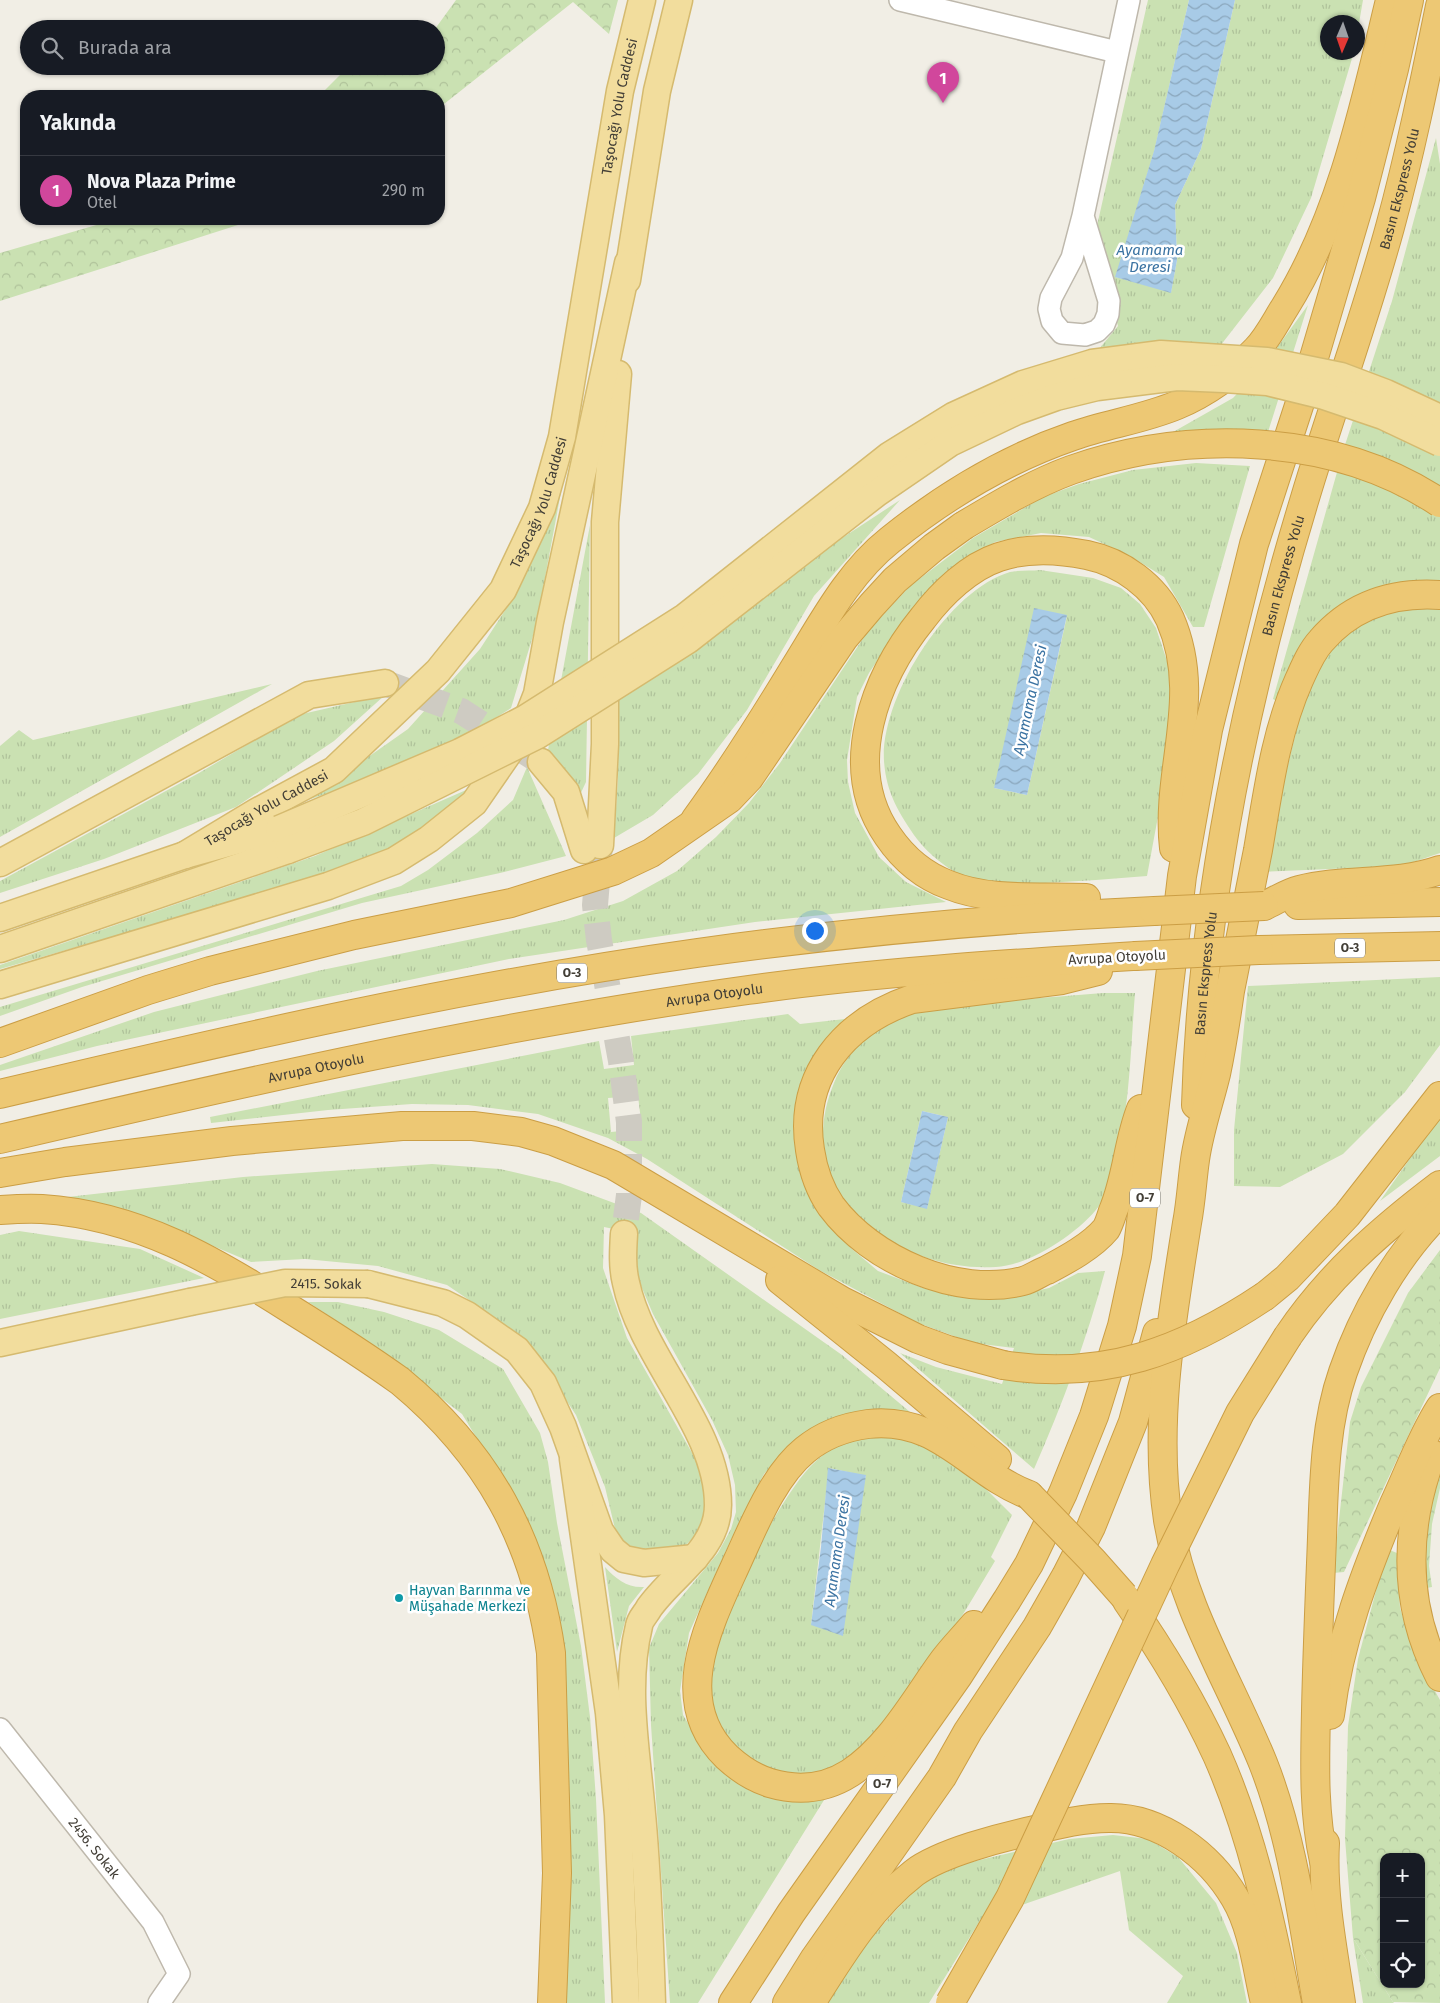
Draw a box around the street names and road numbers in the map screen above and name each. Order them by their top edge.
street label: Taşocağı Yolu Caddesi [598,37,641,176]
street label: Basın Ekspress Yolu [1376,126,1423,251]
street label: Taşocağı Yolu Caddesi [507,435,571,571]
street label: Basın Ekspress Yolu [1259,513,1308,638]
street label: Taşocağı Yolu Caddesi [202,767,331,850]
street label: Basın Ekspress Yolu [1191,910,1221,1036]
road number: O-3 [1335,938,1365,958]
street label: Avrupa Otoyolu [1068,946,1166,969]
road number: O-3 [557,964,587,982]
street label: Avrupa Otoyolu [665,980,764,1011]
street label: Avrupa Otoyolu [266,1050,366,1087]
road number: O-7 [1130,1188,1160,1208]
street label: 2415. Sokak [291,1275,363,1293]
road number: O-7 [867,1775,897,1794]
street label: 2456. Sokak [65,1815,124,1883]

Problem to work on ▸
Copy all the records above exactly, but leave out the pictures.

Task output ▸
Draw a box around the street names and road numbers in the map screen above and name each. Order them by their top edge.
street label: Taşocağı Yolu Caddesi [598,37,641,176]
street label: Basın Ekspress Yolu [1376,126,1423,251]
street label: Taşocağı Yolu Caddesi [507,435,571,571]
street label: Basın Ekspress Yolu [1259,513,1308,638]
street label: Taşocağı Yolu Caddesi [202,767,331,850]
street label: Basın Ekspress Yolu [1191,910,1221,1036]
road number: O-3 [1335,938,1365,958]
street label: Avrupa Otoyolu [1068,946,1166,969]
road number: O-3 [557,964,587,982]
street label: Avrupa Otoyolu [665,980,764,1011]
street label: Avrupa Otoyolu [266,1050,366,1087]
road number: O-7 [1130,1188,1160,1208]
street label: 2415. Sokak [291,1275,363,1293]
road number: O-7 [867,1775,897,1794]
street label: 2456. Sokak [65,1815,124,1883]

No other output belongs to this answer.